INFORMATION GIVEN:
┌──

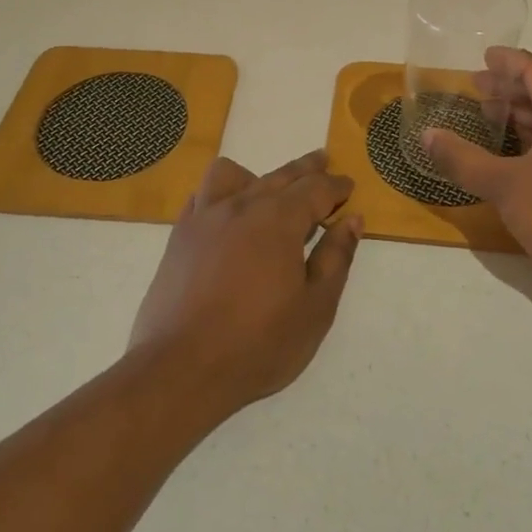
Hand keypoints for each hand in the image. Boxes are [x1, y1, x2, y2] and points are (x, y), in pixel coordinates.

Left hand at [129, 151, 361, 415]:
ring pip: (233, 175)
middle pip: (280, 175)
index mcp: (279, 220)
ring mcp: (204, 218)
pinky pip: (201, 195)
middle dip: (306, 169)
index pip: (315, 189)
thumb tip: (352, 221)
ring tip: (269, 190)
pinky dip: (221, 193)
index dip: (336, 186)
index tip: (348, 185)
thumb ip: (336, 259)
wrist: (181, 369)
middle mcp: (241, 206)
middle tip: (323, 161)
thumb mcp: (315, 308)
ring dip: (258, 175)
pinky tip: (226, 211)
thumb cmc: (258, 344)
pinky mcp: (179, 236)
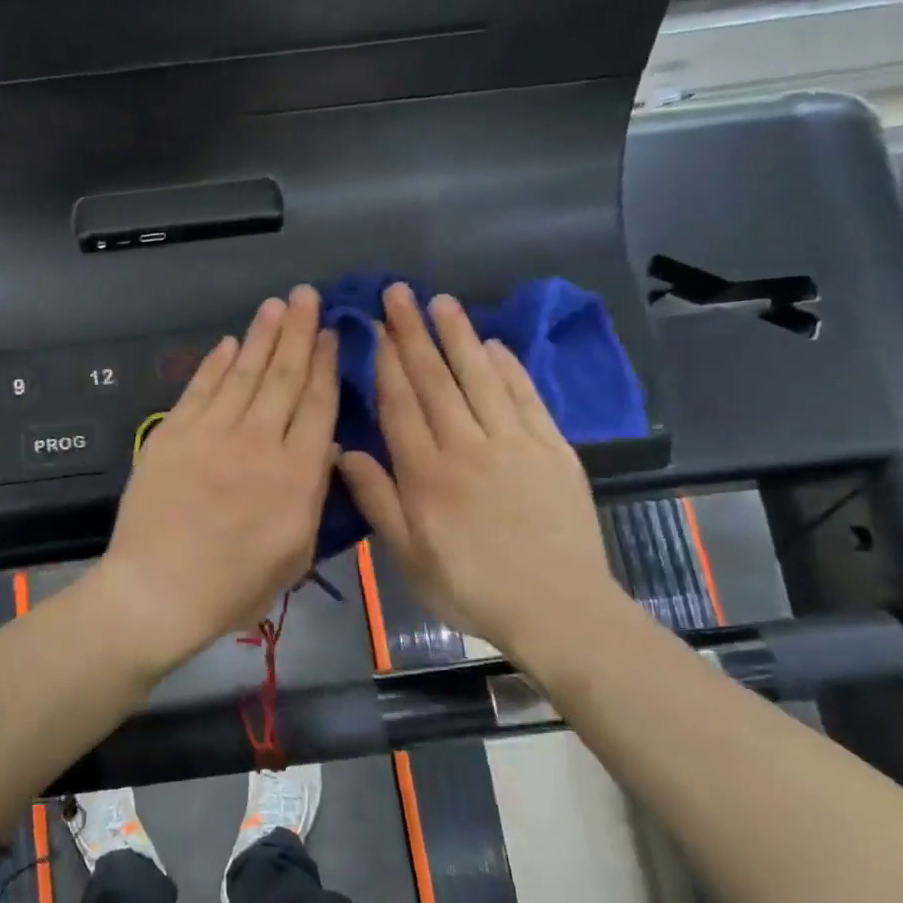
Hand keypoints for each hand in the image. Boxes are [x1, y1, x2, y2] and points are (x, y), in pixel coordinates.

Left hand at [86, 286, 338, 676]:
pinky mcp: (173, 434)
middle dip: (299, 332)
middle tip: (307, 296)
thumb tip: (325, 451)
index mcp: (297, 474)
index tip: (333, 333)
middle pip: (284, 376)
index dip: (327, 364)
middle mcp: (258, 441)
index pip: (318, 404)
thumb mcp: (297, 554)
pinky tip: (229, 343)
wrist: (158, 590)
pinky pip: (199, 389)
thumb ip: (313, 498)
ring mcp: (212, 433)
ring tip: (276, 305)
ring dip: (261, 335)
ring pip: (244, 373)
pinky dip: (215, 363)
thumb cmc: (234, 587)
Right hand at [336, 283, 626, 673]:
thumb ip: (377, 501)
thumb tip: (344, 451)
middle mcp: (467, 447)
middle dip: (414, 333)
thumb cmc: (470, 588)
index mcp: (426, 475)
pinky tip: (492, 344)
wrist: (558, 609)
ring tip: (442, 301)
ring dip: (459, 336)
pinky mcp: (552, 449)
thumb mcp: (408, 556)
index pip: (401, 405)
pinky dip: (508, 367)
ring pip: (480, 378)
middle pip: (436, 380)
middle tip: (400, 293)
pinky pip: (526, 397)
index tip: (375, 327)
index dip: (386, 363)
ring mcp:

└──

TASK TO COMPLETE: Output a verbatim copy of all entries above; no pictures go in it.

EXPECTED ANSWER:
Hand keypoints for each hand in the image. Boxes are [x1, y1, x2, y2] and points are (x, y), in pixel coordinates.

Left hand at [129, 151, 361, 415]:
ring pip: (233, 175)
middle pip: (280, 175)
index mcp: (279, 220)
ring mcp: (204, 218)
pinky pip: (201, 195)
middle dip: (306, 169)
index pip: (315, 189)
thumb tip: (352, 221)
ring tip: (269, 190)
pinky dip: (221, 193)
index dip: (336, 186)
index tip: (348, 185)
thumb ip: (336, 259)
wrist: (181, 369)
middle mcp: (241, 206)
middle tip: (323, 161)
thumb mcp: (315, 308)
ring dip: (258, 175)
pinky tip: (226, 211)
thumb cmc: (258, 344)
pinky mcp: (179, 236)
Hand keypoints for each hand in the image. Boxes are [x1, y1, x2, y2] and points are (x, y), in pixel coordinates.

Left hand at [86, 286, 338, 676]:
pinky mcp: (173, 434)
middle dip: (299, 332)
middle tip: (307, 296)
thumb tip: (325, 451)
index mcp: (297, 474)
index tip: (333, 333)
middle pip: (284, 376)
index dip: (327, 364)
middle mcp: (258, 441)
index pip: (318, 404)
thumb mcp: (297, 554)
pinky tip: (229, 343)
wrist: (158, 590)
pinky pip: (199, 389)
thumb ip: (313, 498)
ring mcp: (212, 433)
ring tip: (276, 305)
ring dip: (261, 335)
ring pip: (244, 373)
pinky dip: (215, 363)
thumb cmc: (234, 587)
Right hand at [336, 283, 626, 673]:
thumb ip: (377, 501)
thumb tip: (344, 451)
middle mcp: (467, 447)
middle dip: (414, 333)
thumb cmc: (470, 588)
index mcp: (426, 475)
pinky tip: (492, 344)
wrist: (558, 609)
ring tip: (442, 301)
ring dip: (459, 336)
pinky mcp: (552, 449)
thumb mcp: (408, 556)
index pip: (401, 405)
pinky dip: (508, 367)
ring pip: (480, 378)
middle pip: (436, 380)
middle tip: (400, 293)
pinky pip: (526, 397)
index tip: (375, 327)
index dip: (386, 363)
ring mcp:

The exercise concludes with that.